Chapter 26 The Gate Wakes
By midday, the canyon narrowed into a sheer throat of stone. The river shimmered below, dark and fast. The Ash Road twisted along its edge like a scar.
Drake paused at a bend, eyes on the horizon. “If we make it to the ruins, there’s a network of tunnels beneath. Seris might have left a trail.”
“And if not?”
“Then we make our own.”
I studied him—his burned sleeve, the faint glow under his skin, the tension in his jaw. “You ever get tired of being the tragic hero?”
He looked at me. “Do you?”
The bond hummed—low, steady, alive.
“No,” I said finally. “But I’m getting real tired of being hunted.”
He smiled—small, fierce, real. “Then let’s stop running.”

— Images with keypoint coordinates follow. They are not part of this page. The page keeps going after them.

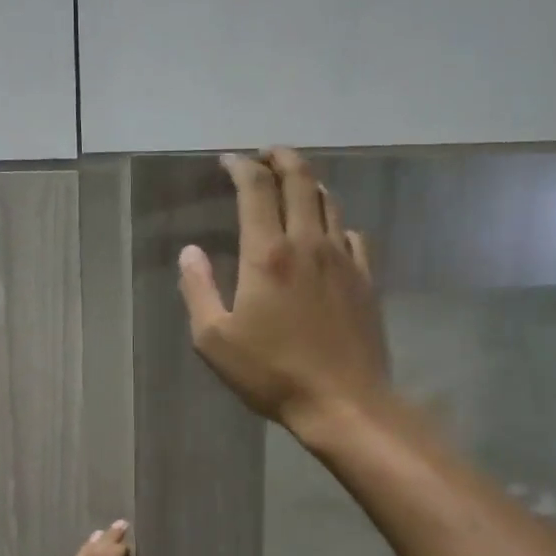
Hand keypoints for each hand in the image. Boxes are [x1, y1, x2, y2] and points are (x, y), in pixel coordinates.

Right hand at [178, 148, 391, 437]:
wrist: (343, 401)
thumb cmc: (271, 373)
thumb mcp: (214, 340)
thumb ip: (198, 289)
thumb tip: (190, 252)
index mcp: (268, 254)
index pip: (256, 189)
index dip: (241, 166)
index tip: (228, 161)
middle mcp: (309, 243)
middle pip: (300, 180)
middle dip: (280, 158)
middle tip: (265, 154)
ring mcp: (343, 259)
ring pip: (329, 202)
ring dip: (308, 183)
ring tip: (293, 182)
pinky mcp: (365, 279)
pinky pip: (352, 234)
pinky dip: (335, 221)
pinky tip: (328, 232)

Drake’s words hung there, daring the air to contradict him.
“Stop running,” I repeated. “Easy for the guy with wings.”
“They’re not exactly convenient,” he said dryly.
“Neither is dying.”
The wind caught his hair and tugged it loose from the leather cord. For a moment, I saw him not as a weapon or a curse or the Syndicate’s most expensive mistake—but as something almost human, worn thin by centuries of fighting the same war under new names.
“How long have you been fighting them?” I asked.
He didn’t look at me. “Since before they called themselves the Syndicate.”
“Before?”
“They had another name then. The Aurelian Order. Same doctrine. Same obsession with control. Different sigil.”
“The Aurelian Order…” I frowned. “That’s the name carved into the base of the Breath Stone.”
“Yes,” he said. “Because they built it.”
The words dropped like stones.
“You said the dragons forged the Stone.”
“They did,” he said. “But the Order turned it into a prison. For us. For power itself.”
My chest tightened. “So when the Syndicate resurrected you—”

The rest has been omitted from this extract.